* _Source material_:
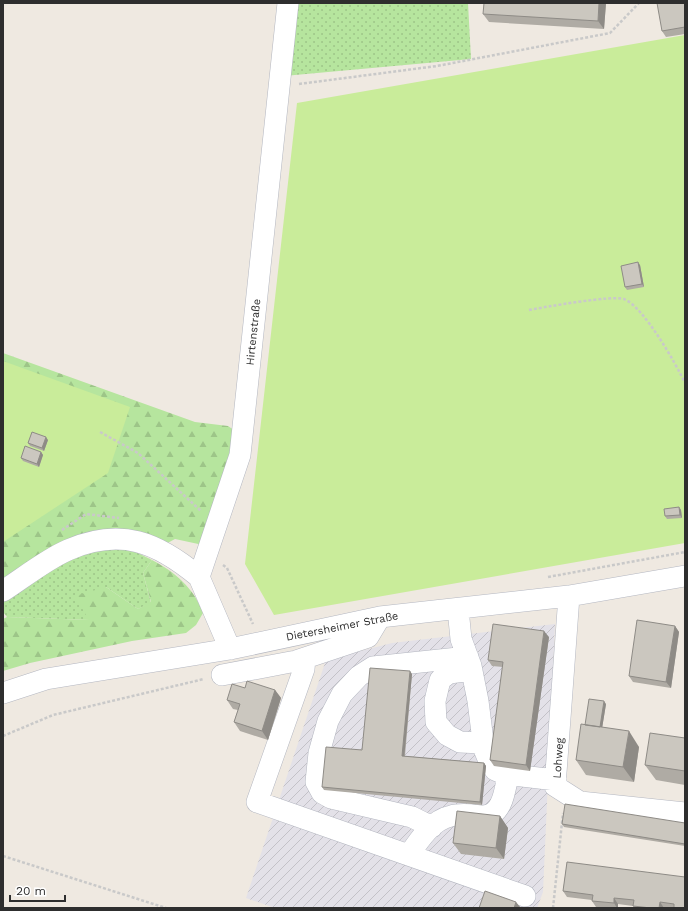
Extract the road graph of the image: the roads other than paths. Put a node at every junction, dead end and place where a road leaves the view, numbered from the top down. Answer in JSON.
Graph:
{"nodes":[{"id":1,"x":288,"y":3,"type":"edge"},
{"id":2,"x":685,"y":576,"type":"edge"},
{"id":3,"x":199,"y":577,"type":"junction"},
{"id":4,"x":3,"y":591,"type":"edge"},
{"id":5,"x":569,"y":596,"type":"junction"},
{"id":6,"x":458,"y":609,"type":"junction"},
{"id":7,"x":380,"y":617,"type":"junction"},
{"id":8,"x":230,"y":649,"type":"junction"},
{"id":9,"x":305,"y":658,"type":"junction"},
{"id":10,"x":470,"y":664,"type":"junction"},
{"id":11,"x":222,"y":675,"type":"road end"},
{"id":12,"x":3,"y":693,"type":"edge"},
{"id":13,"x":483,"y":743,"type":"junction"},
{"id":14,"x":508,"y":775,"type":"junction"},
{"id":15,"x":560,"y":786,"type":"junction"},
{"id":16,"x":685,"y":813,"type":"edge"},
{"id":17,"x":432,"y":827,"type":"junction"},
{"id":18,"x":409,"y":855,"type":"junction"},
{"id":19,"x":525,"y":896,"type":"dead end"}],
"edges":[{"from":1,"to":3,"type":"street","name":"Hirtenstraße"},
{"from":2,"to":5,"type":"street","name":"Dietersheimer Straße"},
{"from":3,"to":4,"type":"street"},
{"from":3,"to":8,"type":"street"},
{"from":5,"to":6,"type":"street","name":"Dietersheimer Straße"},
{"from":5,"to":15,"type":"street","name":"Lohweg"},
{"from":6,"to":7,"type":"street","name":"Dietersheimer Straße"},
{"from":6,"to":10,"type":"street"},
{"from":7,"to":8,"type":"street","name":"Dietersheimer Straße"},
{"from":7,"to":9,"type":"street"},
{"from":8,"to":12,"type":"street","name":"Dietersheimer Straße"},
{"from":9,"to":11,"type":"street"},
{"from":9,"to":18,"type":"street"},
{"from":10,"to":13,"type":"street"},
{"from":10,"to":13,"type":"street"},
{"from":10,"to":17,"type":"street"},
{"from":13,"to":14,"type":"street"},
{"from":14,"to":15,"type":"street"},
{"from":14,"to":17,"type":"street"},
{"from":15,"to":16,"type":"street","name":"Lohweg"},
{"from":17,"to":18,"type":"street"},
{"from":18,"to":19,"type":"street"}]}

* _Work item_:
Each line holding the word "road" must be pulled from the records.

* _Expected answer_:
Extract the road graph of the image: the roads other than paths. Put a node at every junction, dead end and place where a road leaves the view, numbered from the top down. Answer in JSON.
{"id":11,"x":222,"y":675,"type":"road end"},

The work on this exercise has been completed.